Die NIS2-Richtlinie und das NIS2-Umsetzungsgesetz (NIS2UmsuCG) in Deutschland sind beide auf die Verbesserung der Cybersicherheit ausgerichtet. Allerdings haben sie unterschiedliche Funktionen und Anwendungsbereiche.

Die NIS2-Richtlinie ist eine EU-weite Vorschrift, die darauf abzielt, das Sicherheitsniveau der Cybersicherheit durch einheitliche Standards zu verbessern. Sie legt strengere Sicherheitsmaßnahmen fest und erweitert den Anwendungsbereich auf mehr Organisationen. Dies schließt ausführliche Anforderungen an das Risikomanagement, Meldepflichten bei Sicherheitsvorfällen und eine stärkere Haftung der Geschäftsleitung ein.

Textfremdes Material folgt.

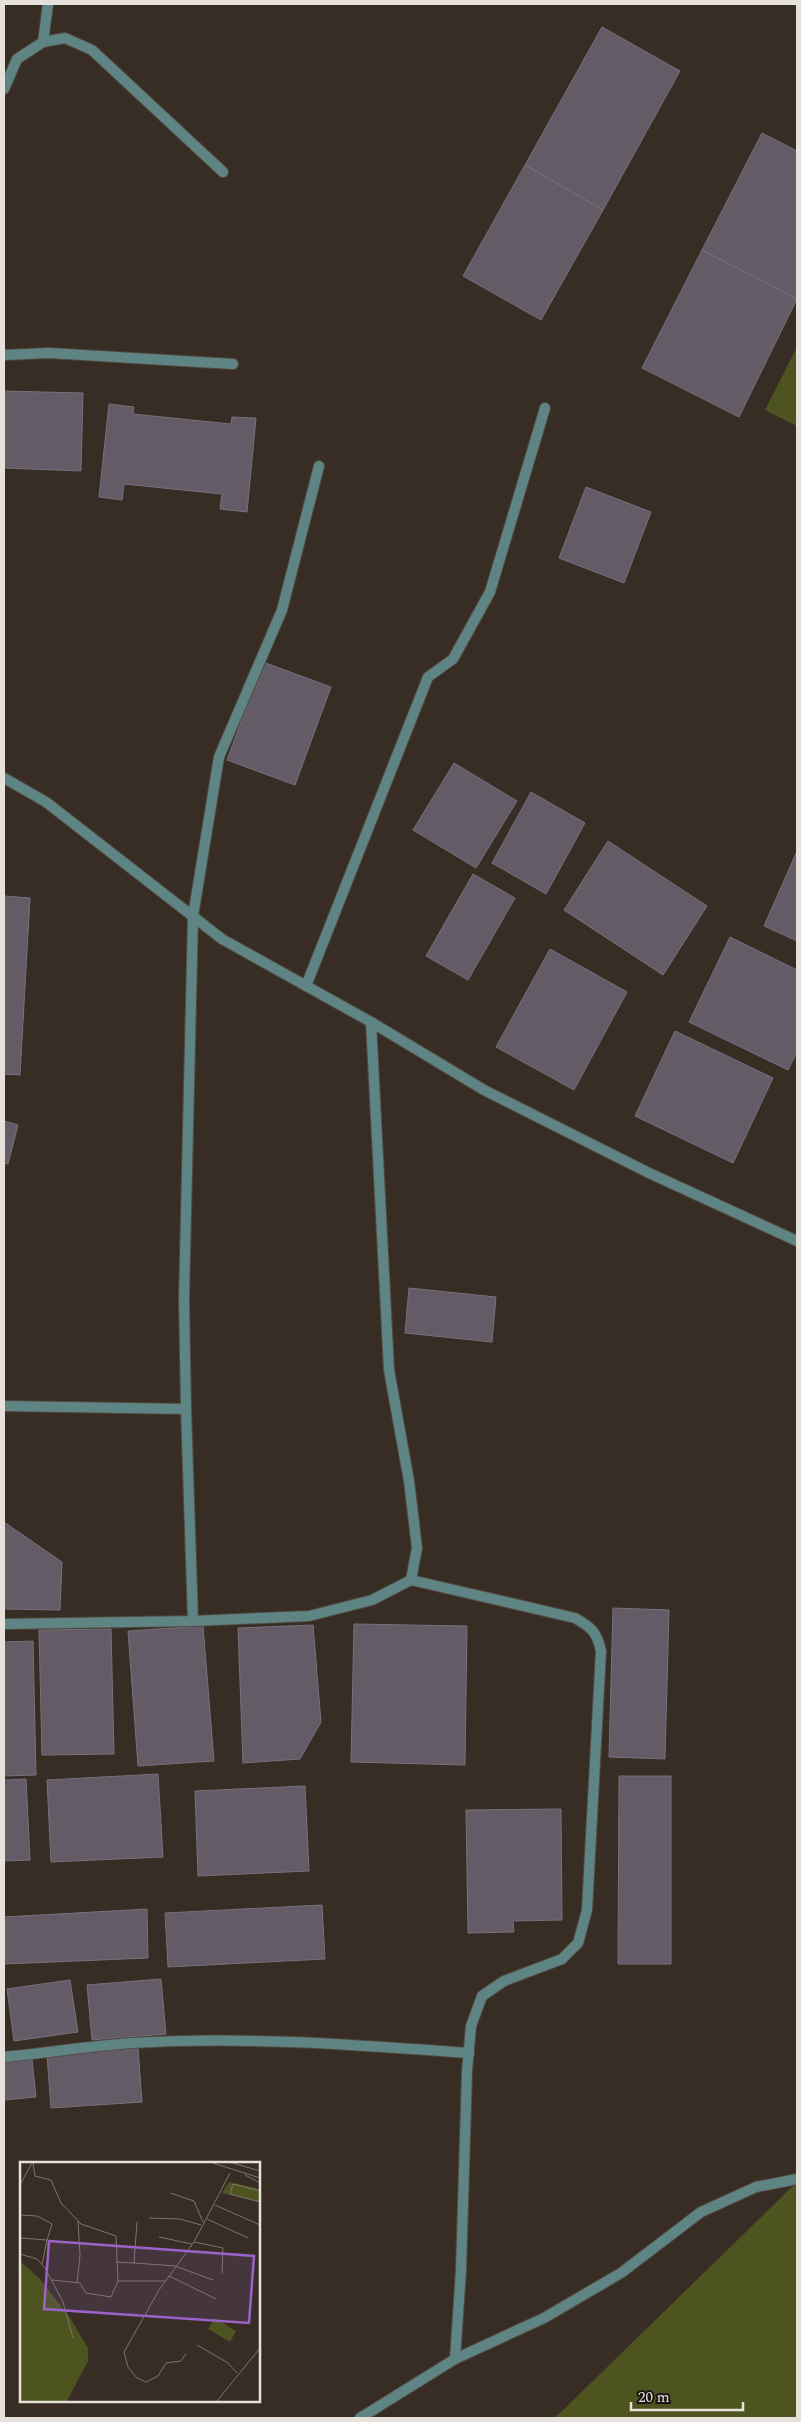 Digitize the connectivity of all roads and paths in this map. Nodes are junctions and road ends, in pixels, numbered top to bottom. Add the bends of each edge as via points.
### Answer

Das NIS2-Umsetzungs und Cyberresilienz-Stärkungsgesetz (NIS2UmsuCG) setzt diese Richtlinie in deutsches Recht um. Es definiert, welche Organisationen als kritische Infrastrukturen gelten und spezifiziert die notwendigen Schutzmaßnahmen für deren Netzwerke und Informationssysteme. Das Gesetz umfasst sowohl technische als auch organisatorische Maßnahmen, legt Standards zur Sicherheit der Lieferketten fest, betont die Verantwortlichkeit der Geschäftsleitung und fordert eine effektive Reaktion auf Sicherheitsvorfälle.

Das NIS2UmsuCG tut dies durch Novellierung des BSI-Gesetzes (BSIG), in dem die einzelnen Anforderungen spezifiziert sind.